■ EXERCISE REQUIREMENTS ■
Output the listing exactly as written, apart from its pictures.

......

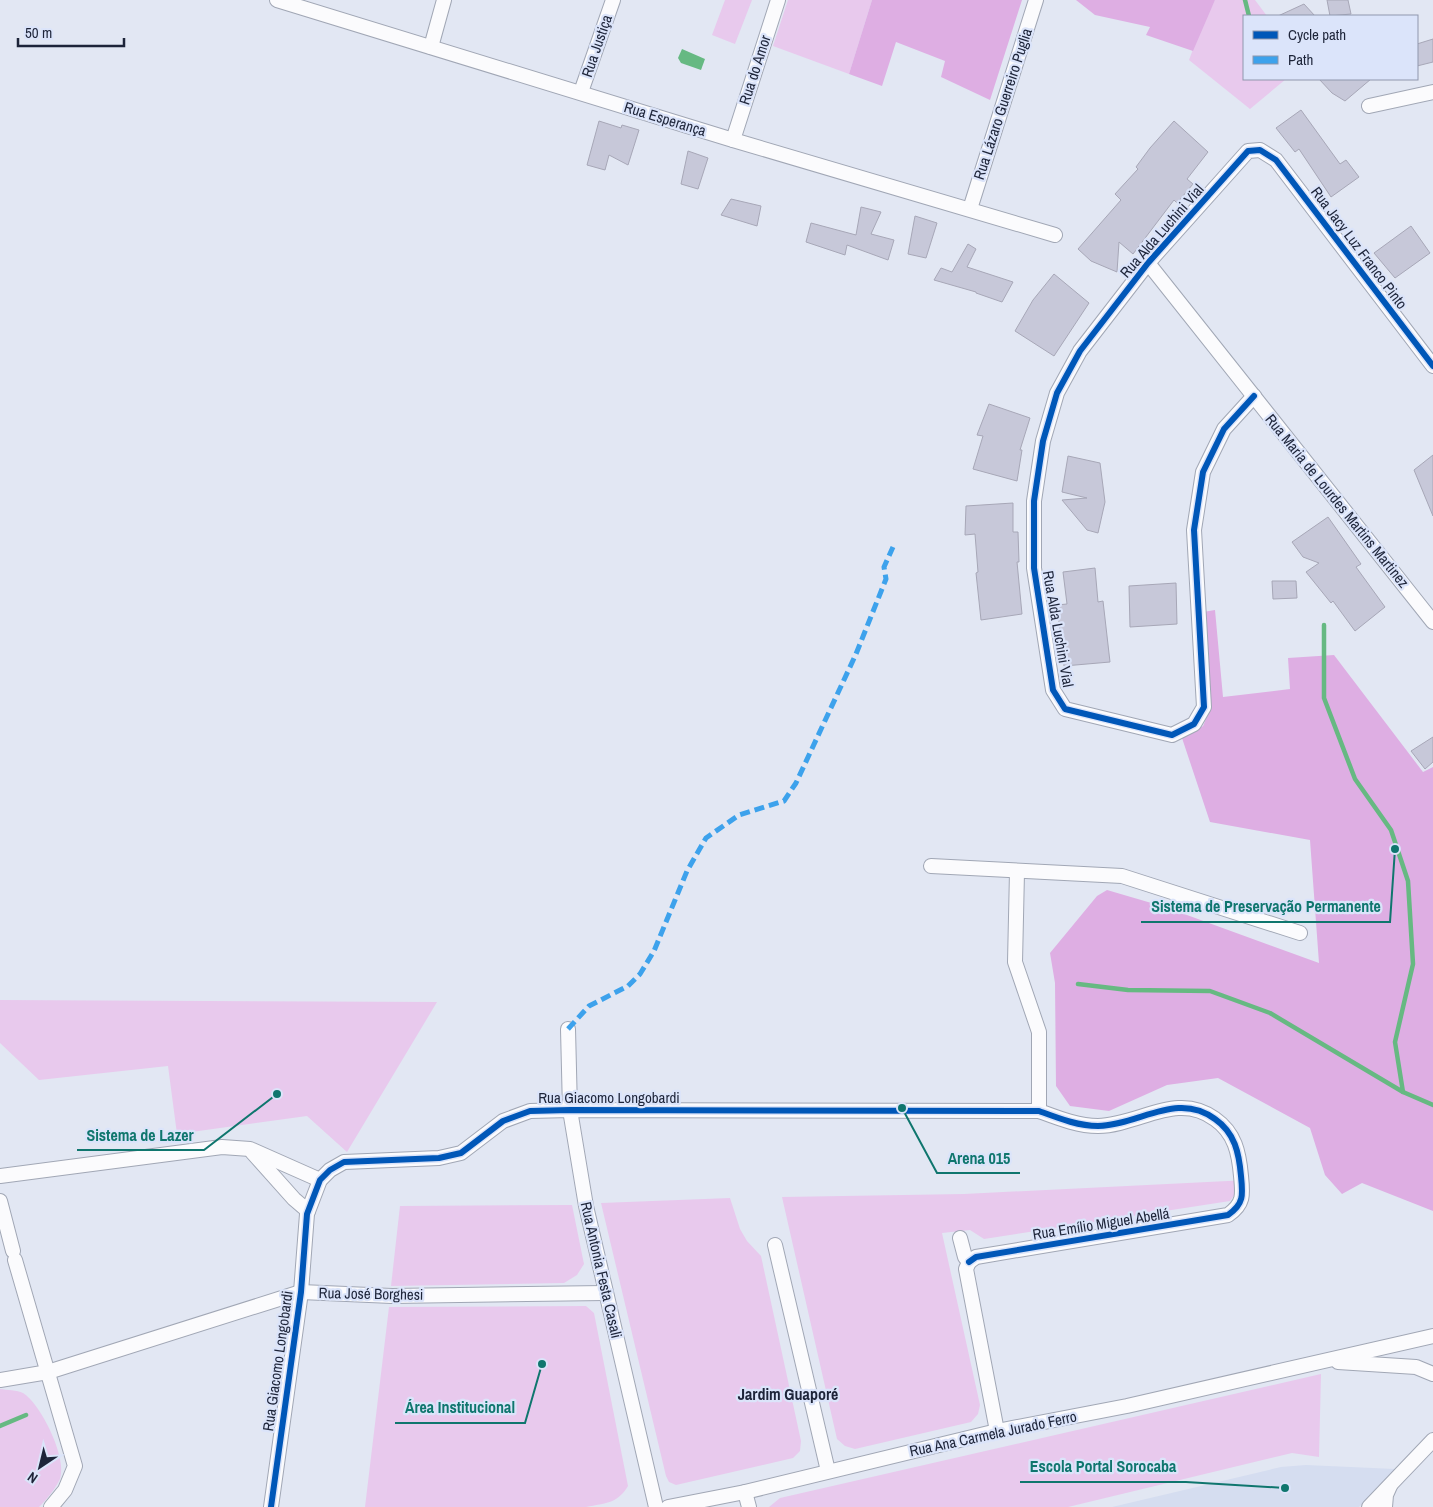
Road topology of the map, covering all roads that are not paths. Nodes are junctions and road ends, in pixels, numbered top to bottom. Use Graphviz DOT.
graph roads {
  1 [pos="444,0"];
  2 [pos="613,0"];
  3 [pos="778,0"];
  4 [pos="1036,0"];
  5 [pos="281,1"];
  6 [pos="431,47"];
  7 [pos="580,92"];
  8 [pos="1433,92"];
  9 [pos="1369,106"];
  10 [pos="733,140"];
  11 [pos="1260,150"];
  12 [pos="970,209"];
  13 [pos="1055,235"];
  14 [pos="1148,263"];
  15 [pos="1433,366"];
  16 [pos="1254,396"];
  17 [pos="1433,622"];
  18 [pos="931,866"];
  19 [pos="1017,872"];
  20 [pos="1300,933"];
  21 [pos="568,1029"];
  22 [pos="570,1110"];
  23 [pos="1039,1111"];
  24 [pos="250,1149"];
  25 [pos="0,1176"];
  26 [pos="320,1180"];
  27 [pos="0,1200"];
  28 [pos="1237,1209"];
  29 [pos="308,1211"];
  30 [pos="960,1238"];
  31 [pos="775,1245"];
  32 [pos="969,1262"];
  33 [pos="301,1292"];
  34 [pos="605,1293"];
  35 [pos="1433,1336"];
  36 [pos="1317,1361"];
  37 [pos="48,1372"];
  38 [pos="1433,1374"];
  39 [pos="0,1380"];
  40 [pos="997,1431"];
  41 [pos="1433,1440"];
  42 [pos="828,1471"];
  43 [pos="1391,1483"];
  44 [pos="745,1492"];
  45 [pos="51,1507"];
  46 [pos="271,1507"];
  47 [pos="656,1507"];
  48 [pos="668,1507"];
  49 [pos="748,1507"];
  50 [pos="1369,1507"];
  51 [pos="1386,1507"];
  1 -- 6 [label="street"];
  2 -- 7 [label="street, Rua Justiça"];
  3 -- 10 [label="street, Rua do Amor"];
  4 -- 12 [label="street, Rua Lázaro Guerreiro Puglia"];
  5 -- 6 [label="street, Rua Esperança"];
  6 -- 7 [label="street, Rua Esperança"];
  7 -- 10 [label="street, Rua Esperança"];
  8 -- 9 [label="street"];
  10 -- 12 [label="street, Rua Esperança"];
  11 -- 14 [label="street, Rua Alda Luchini Vial"];
  11 -- 15 [label="street, Rua Jacy Luz Franco Pinto"];
  12 -- 13 [label="street, Rua Esperança"];
  14 -- 16 [label="street, Rua Maria de Lourdes Martins Martinez"];
  14 -- 16 [label="street, Rua Alda Luchini Vial"];
  16 -- 17 [label="street, Rua Maria de Lourdes Martins Martinez"];
  18 -- 19 [label="street"];
  19 -- 20 [label="street"];
  19 -- 23 [label="street"];
  21 -- 22 [label="street, Rua Antonia Festa Casali"];
  22 -- 23 [label="street, Rua Giacomo Longobardi"];
  22 -- 26 [label="street, Rua Giacomo Longobardi"];
  22 -- 34 [label="street, Rua Antonia Festa Casali"];
  23 -- 28 [label="street, Rua Giacomo Longobardi"];
  24 -- 25 [label="street"];
  24 -- 26 [label="street"];
  24 -- 29 [label="street"];
  26 -- 29 [label="street, Rua Giacomo Longobardi"];
  27 -- 37 [label="street"];
  28 -- 32 [label="street, Rua Emílio Miguel Abellá"];
  29 -- 33 [label="street, Rua Giacomo Longobardi"];
  30 -- 32 [label="street"];
  31 -- 42 [label="street"];
  32 -- 40 [label="street"];
  33 -- 34 [label="street, Rua José Borghesi"];
  33 -- 37 [label="street, Rua José Borghesi"];
  33 -- 46 [label="street, Rua Giacomo Longobardi"];
  34 -- 47 [label="street, Rua Antonia Festa Casali"];
  35 -- 36 [label="street, Rua Ana Carmela Jurado Ferro"];
  36 -- 38 [label="street, Rua Ana Carmela Jurado Ferro"];
  36 -- 40 [label="street, Rua Ana Carmela Jurado Ferro"];
  37 -- 39 [label="street, Rua José Borghesi"];
  37 -- 45 [label="street"];
  40 -- 42 [label="street, Rua Ana Carmela Jurado Ferro"];
  41 -- 43 [label="street"];
  42 -- 44 [label="street, Rua Ana Carmela Jurado Ferro"];
  43 -- 50 [label="street"];
  43 -- 51 [label="street"];
  44 -- 48 [label="street, Rua Ana Carmela Jurado Ferro"];
  44 -- 49 [label="street"];
}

......

■ RESPONSE AREA ■
Road topology of the map, covering all roads that are not paths. Nodes are junctions and road ends, in pixels, numbered top to bottom. Use Graphviz DOT.
graph roads {
  1 [pos="444,0"];
  2 [pos="613,0"];
  3 [pos="778,0"];
  4 [pos="1036,0"];
  5 [pos="281,1"];
  6 [pos="431,47"];
  7 [pos="580,92"];
  8 [pos="1433,92"];
  9 [pos="1369,106"];
  10 [pos="733,140"];
  11 [pos="1260,150"];
  12 [pos="970,209"];
  13 [pos="1055,235"];
  14 [pos="1148,263"];
  15 [pos="1433,366"];
  16 [pos="1254,396"];
  17 [pos="1433,622"];
  18 [pos="931,866"];
  19 [pos="1017,872"];
  20 [pos="1300,933"];
  21 [pos="568,1029"];
  22 [pos="570,1110"];
  23 [pos="1039,1111"];
  24 [pos="250,1149"];
  25 [pos="0,1176"];
  26 [pos="320,1180"];
  27 [pos="0,1200"];
  28 [pos="1237,1209"];
  29 [pos="308,1211"];
  30 [pos="960,1238"];
  31 [pos="775,1245"];
  32 [pos="969,1262"];
  33 [pos="301,1292"];
  34 [pos="605,1293"];
  35 [pos="1433,1336"];
  36 [pos="1317,1361"];
  37 [pos="48,1372"];
  38 [pos="1433,1374"];
  39 [pos="0,1380"];
  40 [pos="997,1431"];
  41 [pos="1433,1440"];
  42 [pos="828,1471"];
  43 [pos="1391,1483"];
  44 [pos="745,1492"];
  45 [pos="51,1507"];
  46 [pos="271,1507"];
  47 [pos="656,1507"];
  48 [pos="668,1507"];
  49 [pos="748,1507"];
  50 [pos="1369,1507"];
  51 [pos="1386,1507"];
  1 -- 6 [label="street"];
  2 -- 7 [label="street, Rua Justiça"];
  3 -- 10 [label="street, Rua do Amor"];
  4 -- 12 [label="street, Rua Lázaro Guerreiro Puglia"];
  5 -- 6 [label="street, Rua Esperança"];
  6 -- 7 [label="street, Rua Esperança"];
  7 -- 10 [label="street, Rua Esperança"];
  8 -- 9 [label="street"];
  10 -- 12 [label="street, Rua Esperança"];
  11 -- 14 [label="street, Rua Alda Luchini Vial"];
  11 -- 15 [label="street, Rua Jacy Luz Franco Pinto"];
  12 -- 13 [label="street, Rua Esperança"];
  14 -- 16 [label="street, Rua Maria de Lourdes Martins Martinez"];
  14 -- 16 [label="street, Rua Alda Luchini Vial"];
  16 -- 17 [label="street, Rua Maria de Lourdes Martins Martinez"];
  18 -- 19 [label="street"];
  19 -- 20 [label="street"];
  19 -- 23 [label="street"];
  21 -- 22 [label="street, Rua Antonia Festa Casali"];
  22 -- 23 [label="street, Rua Giacomo Longobardi"];
  22 -- 26 [label="street, Rua Giacomo Longobardi"];
  22 -- 34 [label="street, Rua Antonia Festa Casali"];
  23 -- 28 [label="street, Rua Giacomo Longobardi"];
  24 -- 25 [label="street"];
  24 -- 26 [label="street"];
  24 -- 29 [label="street"];
  26 -- 29 [label="street, Rua Giacomo Longobardi"];
  27 -- 37 [label="street"];
  28 -- 32 [label="street, Rua Emílio Miguel Abellá"];
  29 -- 33 [label="street, Rua Giacomo Longobardi"];
  30 -- 32 [label="street"];
  31 -- 42 [label="street"];
  32 -- 40 [label="street"];
  33 -- 34 [label="street, Rua José Borghesi"];
  33 -- 37 [label="street, Rua José Borghesi"];
  33 -- 46 [label="street, Rua Giacomo Longobardi"];
  34 -- 47 [label="street, Rua Antonia Festa Casali"];
  35 -- 36 [label="street, Rua Ana Carmela Jurado Ferro"];
  36 -- 38 [label="street, Rua Ana Carmela Jurado Ferro"];
  36 -- 40 [label="street, Rua Ana Carmela Jurado Ferro"];
  37 -- 39 [label="street, Rua José Borghesi"];
  37 -- 45 [label="street"];
  40 -- 42 [label="street, Rua Ana Carmela Jurado Ferro"];
  41 -- 43 [label="street"];
  42 -- 44 [label="street, Rua Ana Carmela Jurado Ferro"];
  43 -- 50 [label="street"];
  43 -- 51 [label="street"];
  44 -- 48 [label="street, Rua Ana Carmela Jurado Ferro"];
  44 -- 49 [label="street"];
}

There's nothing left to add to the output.